[Intel-gfx] [PATCH 12/31] drm/i915: Reduce spinlock hold time during notify_ring() interrupt

Wed Jun 27 13:08:34 UTC 2018

Chris Wilson <chris at chris-wilson.co.uk> writes:

> By taking advantage of the RCU protection of the task struct, we can find
> the appropriate signaler under the spinlock and then release the spinlock
> before waking the task and signaling the fence.
>
> Signed-off-by: Chris Wilson <chris at chris-wilson.co.uk>
> ---
>  drivers/gpu/drm/i915/i915_irq.c | 33 ++++++++++++++++++++++-----------
>  1 file changed, 22 insertions(+), 11 deletions(-)
>
> diff --git a/drivers/gpu/drm/i915/i915_irq.c b/drivers/gpu/drm/i915/i915_irq.c
> index 316d0b08d40f..53dad48f92ce 100644
> --- a/drivers/gpu/drm/i915/i915_irq.c
> +++ b/drivers/gpu/drm/i915/i915_irq.c
> @@ -1145,21 +1145,23 @@ static void ironlake_rps_change_irq_handler(struct drm_i915_private *dev_priv)
>  
>  static void notify_ring(struct intel_engine_cs *engine)
>  {
> +	const u32 seqno = intel_engine_get_seqno(engine);
>  	struct i915_request *rq = NULL;
> +	struct task_struct *tsk = NULL;
>  	struct intel_wait *wait;
>  
> -	if (!engine->breadcrumbs.irq_armed)
> +	if (unlikely(!engine->breadcrumbs.irq_armed))
>  		return;
>

Ok, so due to unlikeliness, you get the seqno early.

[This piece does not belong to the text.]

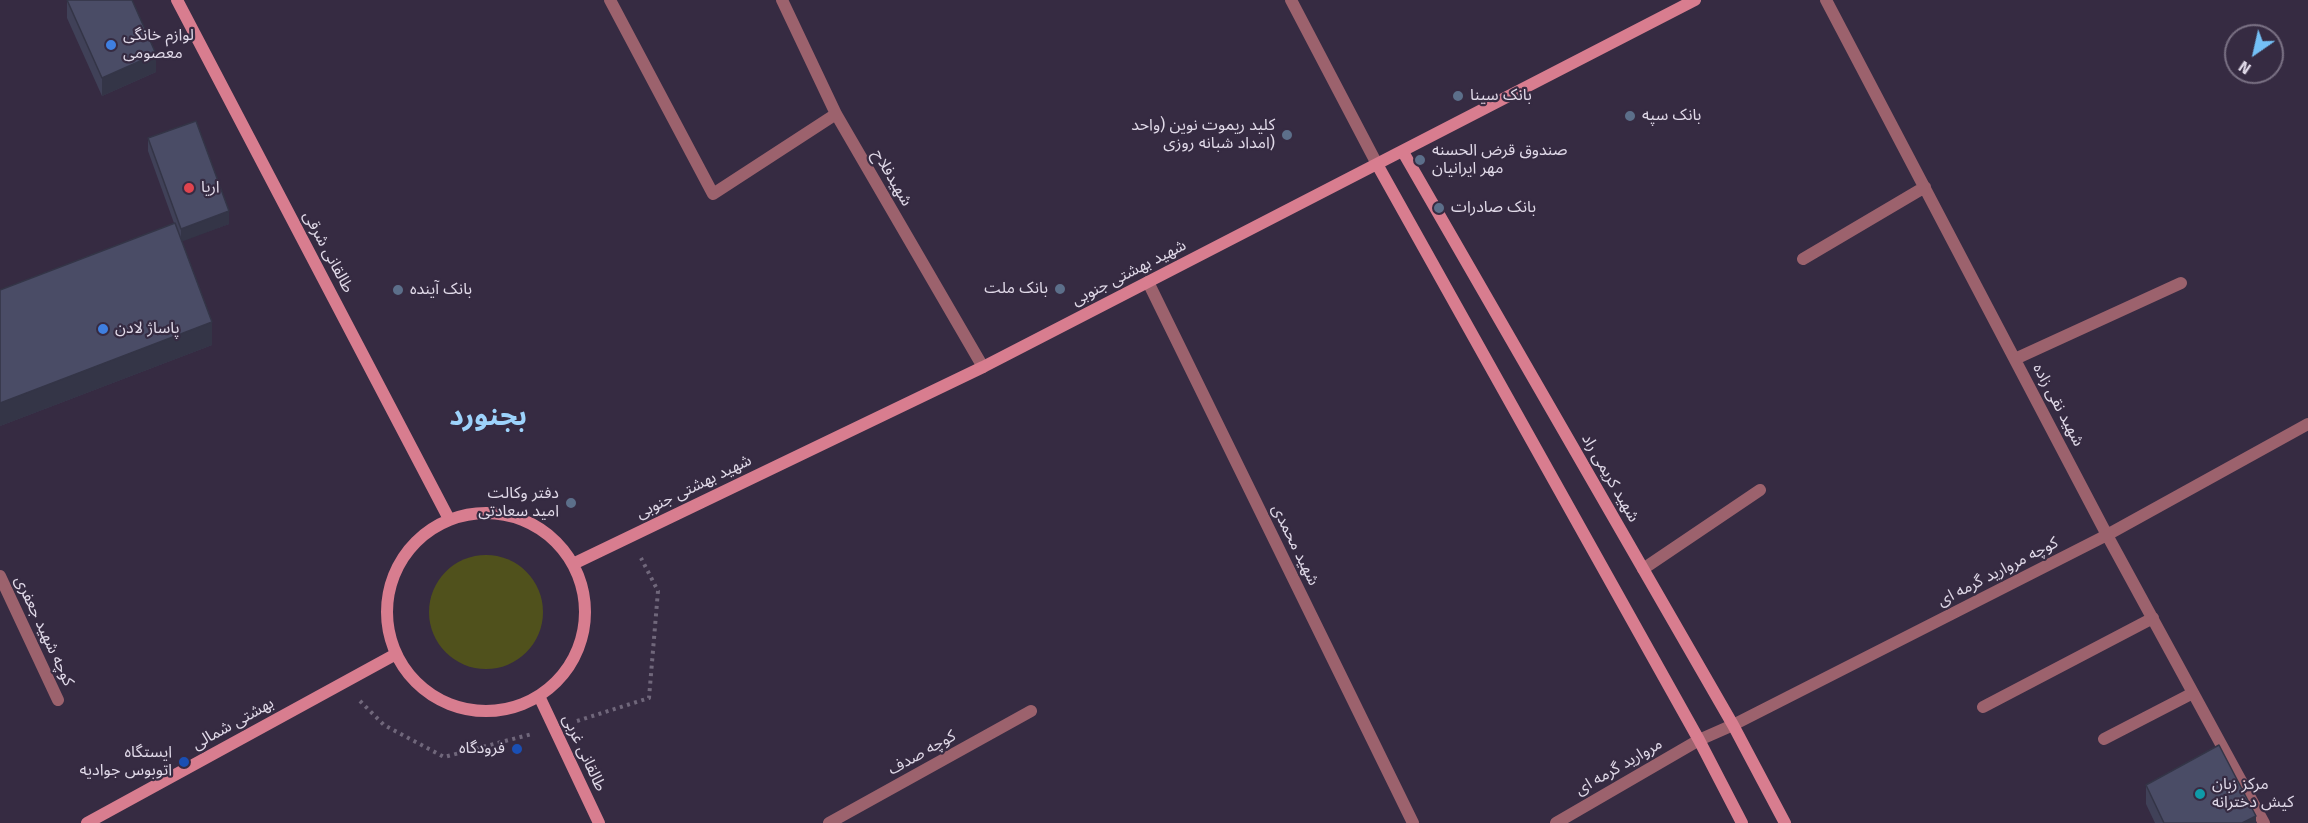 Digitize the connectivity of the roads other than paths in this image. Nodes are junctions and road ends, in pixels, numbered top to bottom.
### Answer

>  	atomic_inc(&engine->irq_count);
> -	set_bit(ENGINE_IRQ_BREADCRUMB, &engine->irq_posted);
> +
> +	rcu_read_lock();

As I understand from irc discussion, we have our own const
or stable copy of task struct from now on.
>  
>  	spin_lock(&engine->breadcrumbs.irq_lock);
>  	wait = engine->breadcrumbs.irq_wait;
>  	if (wait) {
> -		bool wakeup = engine->irq_seqno_barrier;
> -
> -		/* We use a callback from the dma-fence to submit
> +		/*
> +		 * We use a callback from the dma-fence to submit
>  		 * requests after waiting on our own requests. To
>  		 * ensure minimum delay in queuing the next request to
>  		 * hardware, signal the fence now rather than wait for
> @@ -1170,19 +1172,23 @@ static void notify_ring(struct intel_engine_cs *engine)
>  		 * and to handle coalescing of multiple seqno updates
>  		 * and many waiters.
>  		 */
> -		if (i915_seqno_passed(intel_engine_get_seqno(engine),
> -				      wait->seqno)) {
> +		if (i915_seqno_passed(seqno, wait->seqno)) {
>  			struct i915_request *waiter = wait->request;
>  
> -			wakeup = true;
>  			if (!test_bit(DMA_FENCE_FLAG_SIGNALED_BIT,
>  				      &waiter->fence.flags) &&
>  			    intel_wait_check_request(wait, waiter))
>  				rq = i915_request_get(waiter);
> -		}
>  
> -		if (wakeup)
> -			wake_up_process(wait->tsk);
> +			tsk = wait->tsk;
> +		} else {
> +			if (engine->irq_seqno_barrier &&
> +			    i915_seqno_passed(seqno, wait->seqno - 1)) {
> +				set_bit(ENGINE_IRQ_BREADCRUMB,
> +					&engine->irq_posted);
> +				tsk = wait->tsk;

Hmm, you are optimistic that the latency of wakeup will be on par
or greater than the next request completion?

And wait side notices too that we are close and spins,
instead of going back to sleep?

> +			}
> +		}
>  	} else {
>  		if (engine->breadcrumbs.irq_armed)
>  			__intel_engine_disarm_breadcrumbs(engine);
> @@ -1195,6 +1201,11 @@ static void notify_ring(struct intel_engine_cs *engine)
>  		i915_request_put(rq);
>  	}
>  
> +	if (tsk && tsk->state & TASK_NORMAL)
> +		wake_up_process(tsk);
> +

Why the TASK_NORMAL check?

-Mika

> +	rcu_read_unlock();
> +
>  	trace_intel_engine_notify(engine, wait);
>  }
>  
> -- 
> 2.18.0